Experiment Assignments diagnostic

The experiment assignments diagnostic checks that users are assigned to the experiment within the analysis window. If this check fails probable causes include:

  • Incorrect date window
  • Wrong experiment key
  • No data from the application is making it’s way to the warehouse

Experiment compute status diagnostic

The experiment compute status diagnostic checks that Eppo can reach your warehouse and calculate results for the experiment. If this check fails, please check the error message provided and ensure your data warehouse connection is active.

Traffic diagnostics

Validity of experimental results crucially relies on proper randomization of subjects. We use the sample ratio mismatch test to verify that subjects are divided across variants as expected and additionally check that subjects assigned do not jump between variants.

Traffic imbalance diagnostic

The traffic imbalance diagnostic runs a test to see whether the randomization works as expected and the number of subjects assigned to each variation is as expected. This indicates that there is likely an issue with the randomization of subjects (e.g. a bug in the randomization code), which can invalidate the results of an experiment.

We run this traffic imbalance test by running a Pearson’s chi-squared test with α=0.001\alpha = 0.001 on active variations, using the assignment weights for each variant (default is equal split across variations), which we convert to probabilities. This is also known as the sample ratio mismatch test (SRM). We run the test at the more conservative α=0.001\alpha = 0.001 level because this test is not sequentially valid; the more conservative significance level helps us avoid false positives.

Issues with the traffic allocations can come from many sources; here are some common ones we have seen:

  • There is an issue with the logging assignments (note this could be introduced through latency)
  • Traffic allocations are updated in the middle of an experiments; in general, try to avoid changing the traffic allocations during an experiment
  • Assignments for one variant (e.g. the control cell) started before assignments to other variants

Example diagnostic for a traffic imbalance in the assignment data

Dimensional imbalance diagnostic

Eppo can also detect when the observed split of traffic across variations within one or more dimensions did not match the expected split. We will highlight the top dimensions where we an imbalance occurring so that you can investigate further.

Example diagnostic for dimensional assignment imbalance when country is Australia or India

Mixed assignments diagnostic

Eppo checks if subjects have been exposed to more than one variant and will notify based on the percentage detected. Note that subjects seen in multiple variants will be removed from Eppo analysis.

  • Pass - 0-10% mixed assignments detected
  • Warn - 10-60% mixed assignments detected
  • Fail - 60-100% mixed assignments detected

Metric diagnostics

Metric diagnostics check that the metrics being measured in the experiment have data that Eppo can observe. Eppo will run checks against the primary metric in the experiment along with all other metrics being measured.

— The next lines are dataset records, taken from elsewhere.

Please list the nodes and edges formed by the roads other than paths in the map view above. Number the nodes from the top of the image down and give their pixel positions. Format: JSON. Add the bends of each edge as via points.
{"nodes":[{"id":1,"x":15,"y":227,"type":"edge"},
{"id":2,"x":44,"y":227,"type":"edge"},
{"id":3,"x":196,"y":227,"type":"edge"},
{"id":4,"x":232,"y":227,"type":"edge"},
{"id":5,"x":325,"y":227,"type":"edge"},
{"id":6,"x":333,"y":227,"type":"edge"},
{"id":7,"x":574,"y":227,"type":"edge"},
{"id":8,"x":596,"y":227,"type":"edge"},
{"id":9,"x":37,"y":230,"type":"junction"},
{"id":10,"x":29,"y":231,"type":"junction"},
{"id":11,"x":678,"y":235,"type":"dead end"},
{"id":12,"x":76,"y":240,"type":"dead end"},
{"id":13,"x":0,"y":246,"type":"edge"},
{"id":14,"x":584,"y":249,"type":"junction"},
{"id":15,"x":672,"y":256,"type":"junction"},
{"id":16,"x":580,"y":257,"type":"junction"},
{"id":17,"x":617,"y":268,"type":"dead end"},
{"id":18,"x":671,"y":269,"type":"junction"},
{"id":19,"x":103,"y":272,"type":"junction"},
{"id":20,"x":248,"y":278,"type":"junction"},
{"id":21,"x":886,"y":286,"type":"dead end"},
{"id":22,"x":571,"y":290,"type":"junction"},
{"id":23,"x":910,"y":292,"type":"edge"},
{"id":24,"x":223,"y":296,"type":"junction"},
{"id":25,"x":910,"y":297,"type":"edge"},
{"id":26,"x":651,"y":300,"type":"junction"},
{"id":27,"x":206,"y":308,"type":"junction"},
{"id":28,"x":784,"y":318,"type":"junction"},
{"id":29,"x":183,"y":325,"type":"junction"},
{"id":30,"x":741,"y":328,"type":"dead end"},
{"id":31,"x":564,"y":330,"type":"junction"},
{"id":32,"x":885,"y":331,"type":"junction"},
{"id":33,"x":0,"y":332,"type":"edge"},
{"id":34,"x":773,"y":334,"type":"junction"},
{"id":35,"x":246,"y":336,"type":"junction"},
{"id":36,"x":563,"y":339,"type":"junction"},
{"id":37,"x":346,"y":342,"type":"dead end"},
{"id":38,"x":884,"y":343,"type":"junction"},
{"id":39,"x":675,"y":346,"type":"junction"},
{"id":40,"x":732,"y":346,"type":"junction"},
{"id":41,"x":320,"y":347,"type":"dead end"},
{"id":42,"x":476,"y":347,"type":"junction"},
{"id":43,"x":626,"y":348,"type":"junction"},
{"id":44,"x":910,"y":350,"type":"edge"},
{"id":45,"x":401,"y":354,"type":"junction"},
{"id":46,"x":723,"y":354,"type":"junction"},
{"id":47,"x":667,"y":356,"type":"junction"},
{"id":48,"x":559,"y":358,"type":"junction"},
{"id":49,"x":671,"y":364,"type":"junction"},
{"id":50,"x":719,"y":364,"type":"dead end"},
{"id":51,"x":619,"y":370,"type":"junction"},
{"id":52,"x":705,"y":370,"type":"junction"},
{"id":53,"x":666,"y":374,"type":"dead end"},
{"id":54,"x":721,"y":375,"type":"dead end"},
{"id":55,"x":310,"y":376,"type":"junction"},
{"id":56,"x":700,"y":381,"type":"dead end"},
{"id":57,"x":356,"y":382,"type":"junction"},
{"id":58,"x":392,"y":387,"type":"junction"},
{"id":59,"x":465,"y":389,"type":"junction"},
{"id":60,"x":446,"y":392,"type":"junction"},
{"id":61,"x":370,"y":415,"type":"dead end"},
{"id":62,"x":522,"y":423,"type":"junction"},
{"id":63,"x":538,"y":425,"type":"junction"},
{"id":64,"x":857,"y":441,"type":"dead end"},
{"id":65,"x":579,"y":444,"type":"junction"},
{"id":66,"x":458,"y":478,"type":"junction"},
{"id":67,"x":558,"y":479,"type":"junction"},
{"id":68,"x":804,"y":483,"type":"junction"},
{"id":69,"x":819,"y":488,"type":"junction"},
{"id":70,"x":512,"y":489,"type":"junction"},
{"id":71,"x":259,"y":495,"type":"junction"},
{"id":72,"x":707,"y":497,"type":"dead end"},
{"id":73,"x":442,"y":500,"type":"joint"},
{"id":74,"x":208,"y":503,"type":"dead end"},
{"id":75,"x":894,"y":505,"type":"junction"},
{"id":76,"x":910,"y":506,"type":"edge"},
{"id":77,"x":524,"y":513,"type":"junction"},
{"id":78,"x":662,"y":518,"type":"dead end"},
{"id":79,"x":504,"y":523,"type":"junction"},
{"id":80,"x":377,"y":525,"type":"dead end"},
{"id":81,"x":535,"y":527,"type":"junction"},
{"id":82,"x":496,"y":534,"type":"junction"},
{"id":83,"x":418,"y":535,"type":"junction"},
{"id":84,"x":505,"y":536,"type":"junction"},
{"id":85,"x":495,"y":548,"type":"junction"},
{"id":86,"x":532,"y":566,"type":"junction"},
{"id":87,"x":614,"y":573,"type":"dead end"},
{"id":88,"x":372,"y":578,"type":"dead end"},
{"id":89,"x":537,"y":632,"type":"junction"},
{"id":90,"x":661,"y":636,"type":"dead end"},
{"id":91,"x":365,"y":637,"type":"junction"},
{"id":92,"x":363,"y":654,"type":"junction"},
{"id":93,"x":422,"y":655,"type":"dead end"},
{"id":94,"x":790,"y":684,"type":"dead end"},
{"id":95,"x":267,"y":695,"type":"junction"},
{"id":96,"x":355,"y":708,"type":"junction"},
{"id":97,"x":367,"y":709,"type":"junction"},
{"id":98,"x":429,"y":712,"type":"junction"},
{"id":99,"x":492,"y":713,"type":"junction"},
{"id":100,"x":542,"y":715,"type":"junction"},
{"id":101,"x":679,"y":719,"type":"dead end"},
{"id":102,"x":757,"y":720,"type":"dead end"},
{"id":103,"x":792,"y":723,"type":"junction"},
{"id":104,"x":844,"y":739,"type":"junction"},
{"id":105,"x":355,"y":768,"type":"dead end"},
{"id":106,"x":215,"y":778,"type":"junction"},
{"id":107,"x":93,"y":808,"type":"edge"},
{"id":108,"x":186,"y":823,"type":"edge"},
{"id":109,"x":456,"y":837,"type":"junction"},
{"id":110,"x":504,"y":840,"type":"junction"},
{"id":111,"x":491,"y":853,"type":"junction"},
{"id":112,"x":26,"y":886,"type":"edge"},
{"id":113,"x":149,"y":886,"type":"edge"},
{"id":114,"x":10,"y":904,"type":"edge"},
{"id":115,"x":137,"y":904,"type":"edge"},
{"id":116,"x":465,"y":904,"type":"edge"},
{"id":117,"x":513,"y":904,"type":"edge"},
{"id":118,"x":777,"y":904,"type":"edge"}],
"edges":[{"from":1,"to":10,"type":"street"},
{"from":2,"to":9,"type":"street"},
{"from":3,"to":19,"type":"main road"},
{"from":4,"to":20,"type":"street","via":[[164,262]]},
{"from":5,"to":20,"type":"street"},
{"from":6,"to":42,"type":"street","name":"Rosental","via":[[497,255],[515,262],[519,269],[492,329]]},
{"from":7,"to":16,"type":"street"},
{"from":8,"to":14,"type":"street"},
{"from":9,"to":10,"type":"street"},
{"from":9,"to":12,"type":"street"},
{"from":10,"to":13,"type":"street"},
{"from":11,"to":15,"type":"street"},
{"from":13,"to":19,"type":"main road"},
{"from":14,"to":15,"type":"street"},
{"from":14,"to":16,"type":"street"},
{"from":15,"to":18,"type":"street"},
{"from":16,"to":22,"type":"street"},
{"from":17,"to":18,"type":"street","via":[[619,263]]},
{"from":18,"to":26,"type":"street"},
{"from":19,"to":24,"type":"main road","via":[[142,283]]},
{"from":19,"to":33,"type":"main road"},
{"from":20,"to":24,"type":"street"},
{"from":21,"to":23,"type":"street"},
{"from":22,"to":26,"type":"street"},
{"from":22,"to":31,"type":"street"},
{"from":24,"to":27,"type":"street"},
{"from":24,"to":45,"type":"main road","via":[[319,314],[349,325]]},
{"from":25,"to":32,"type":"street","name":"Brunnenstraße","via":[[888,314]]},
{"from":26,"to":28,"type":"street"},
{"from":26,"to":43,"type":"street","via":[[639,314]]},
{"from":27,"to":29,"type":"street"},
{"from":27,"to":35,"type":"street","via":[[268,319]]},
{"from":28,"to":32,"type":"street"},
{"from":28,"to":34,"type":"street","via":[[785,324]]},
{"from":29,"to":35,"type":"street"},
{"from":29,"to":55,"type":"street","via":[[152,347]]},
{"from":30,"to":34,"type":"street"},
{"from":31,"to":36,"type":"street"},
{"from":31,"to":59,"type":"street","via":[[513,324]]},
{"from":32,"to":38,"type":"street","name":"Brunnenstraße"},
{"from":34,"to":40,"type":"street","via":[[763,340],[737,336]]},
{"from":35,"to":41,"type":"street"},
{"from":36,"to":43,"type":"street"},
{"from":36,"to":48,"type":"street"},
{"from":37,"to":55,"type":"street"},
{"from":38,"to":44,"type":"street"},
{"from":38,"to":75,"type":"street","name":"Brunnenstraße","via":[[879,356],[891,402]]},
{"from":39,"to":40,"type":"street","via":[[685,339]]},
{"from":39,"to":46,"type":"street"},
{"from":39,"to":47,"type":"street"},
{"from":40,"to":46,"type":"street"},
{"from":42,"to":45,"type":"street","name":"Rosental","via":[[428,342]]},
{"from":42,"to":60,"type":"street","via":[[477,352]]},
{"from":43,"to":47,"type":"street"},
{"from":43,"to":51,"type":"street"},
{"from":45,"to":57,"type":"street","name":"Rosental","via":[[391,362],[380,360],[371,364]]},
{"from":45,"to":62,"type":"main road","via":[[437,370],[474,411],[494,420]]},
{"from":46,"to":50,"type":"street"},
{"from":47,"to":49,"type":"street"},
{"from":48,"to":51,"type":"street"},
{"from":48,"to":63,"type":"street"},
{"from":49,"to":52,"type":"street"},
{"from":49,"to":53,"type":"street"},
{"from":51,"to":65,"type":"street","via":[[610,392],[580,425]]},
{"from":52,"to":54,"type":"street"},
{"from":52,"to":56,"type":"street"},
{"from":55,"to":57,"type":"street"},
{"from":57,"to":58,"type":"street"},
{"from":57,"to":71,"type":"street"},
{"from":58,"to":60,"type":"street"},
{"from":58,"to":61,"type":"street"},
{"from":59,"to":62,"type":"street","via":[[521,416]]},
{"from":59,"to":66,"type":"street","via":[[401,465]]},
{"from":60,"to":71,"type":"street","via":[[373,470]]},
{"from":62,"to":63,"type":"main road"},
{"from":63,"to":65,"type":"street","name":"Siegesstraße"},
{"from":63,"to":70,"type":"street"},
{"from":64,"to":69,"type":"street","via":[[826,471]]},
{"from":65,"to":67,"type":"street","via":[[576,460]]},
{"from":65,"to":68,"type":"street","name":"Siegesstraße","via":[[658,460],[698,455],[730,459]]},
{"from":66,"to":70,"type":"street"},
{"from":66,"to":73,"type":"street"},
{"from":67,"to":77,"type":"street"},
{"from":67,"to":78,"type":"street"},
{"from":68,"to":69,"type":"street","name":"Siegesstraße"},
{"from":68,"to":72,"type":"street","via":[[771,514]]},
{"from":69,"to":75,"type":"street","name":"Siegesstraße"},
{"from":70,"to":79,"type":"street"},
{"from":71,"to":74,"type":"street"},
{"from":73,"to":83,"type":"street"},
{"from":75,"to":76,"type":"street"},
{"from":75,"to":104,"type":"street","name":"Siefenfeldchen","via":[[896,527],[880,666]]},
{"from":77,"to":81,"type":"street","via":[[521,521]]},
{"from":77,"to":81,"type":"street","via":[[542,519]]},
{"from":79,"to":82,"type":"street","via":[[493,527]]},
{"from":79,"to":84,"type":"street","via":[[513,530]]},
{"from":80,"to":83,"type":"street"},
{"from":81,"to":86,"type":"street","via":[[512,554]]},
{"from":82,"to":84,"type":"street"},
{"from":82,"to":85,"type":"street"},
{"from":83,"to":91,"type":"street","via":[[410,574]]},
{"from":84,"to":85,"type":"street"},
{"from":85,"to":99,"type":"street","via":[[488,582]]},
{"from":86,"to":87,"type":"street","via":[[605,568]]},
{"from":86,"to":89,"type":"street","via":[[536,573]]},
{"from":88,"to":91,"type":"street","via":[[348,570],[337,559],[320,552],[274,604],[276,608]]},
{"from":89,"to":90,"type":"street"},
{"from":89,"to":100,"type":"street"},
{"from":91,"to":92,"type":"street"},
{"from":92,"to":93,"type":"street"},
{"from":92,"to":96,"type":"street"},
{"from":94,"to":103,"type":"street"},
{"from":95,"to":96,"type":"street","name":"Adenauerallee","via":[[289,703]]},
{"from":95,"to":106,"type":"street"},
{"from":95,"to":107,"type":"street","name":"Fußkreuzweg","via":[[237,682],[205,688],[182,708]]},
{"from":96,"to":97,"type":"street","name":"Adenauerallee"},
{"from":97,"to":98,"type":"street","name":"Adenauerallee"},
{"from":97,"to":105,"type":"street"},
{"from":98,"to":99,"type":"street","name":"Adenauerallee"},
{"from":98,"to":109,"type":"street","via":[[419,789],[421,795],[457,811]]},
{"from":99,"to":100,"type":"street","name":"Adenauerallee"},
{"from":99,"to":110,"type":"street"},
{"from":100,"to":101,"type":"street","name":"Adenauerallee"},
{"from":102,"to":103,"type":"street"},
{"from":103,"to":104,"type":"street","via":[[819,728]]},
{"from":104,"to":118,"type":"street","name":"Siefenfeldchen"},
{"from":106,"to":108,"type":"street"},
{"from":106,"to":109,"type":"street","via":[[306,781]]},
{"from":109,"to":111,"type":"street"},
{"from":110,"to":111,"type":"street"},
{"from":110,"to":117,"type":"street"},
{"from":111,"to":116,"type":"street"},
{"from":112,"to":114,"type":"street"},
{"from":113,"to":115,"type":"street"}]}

Common causes for this a metric diagnostic failure include:

  1. Unsuccessful join between the assignment data and the event data. Ensure that both sources of data use the same unique identifier.
  2. Incorrect experiment configuration. Ensure both assignment data and event data exist in your data warehouse for users in this experiment during the specified period of analysis.

Example diagnostic error when data for the primary metric is missing

Data quality diagnostics

Data quality diagnostics check that experiment data matches what we would expect based on pre-experiment data Eppo observes.

Pre-experiment data diagnostic

Eppo detects when pre-experiment metric averages differ significantly across variations for one or more metrics. Eppo will highlight the top metrics where we see this differentiation. This issue is most often driven by the non-random assignment of users into variations within the experiment. Consult with your engineering team to diagnose potential issues with your randomization tool.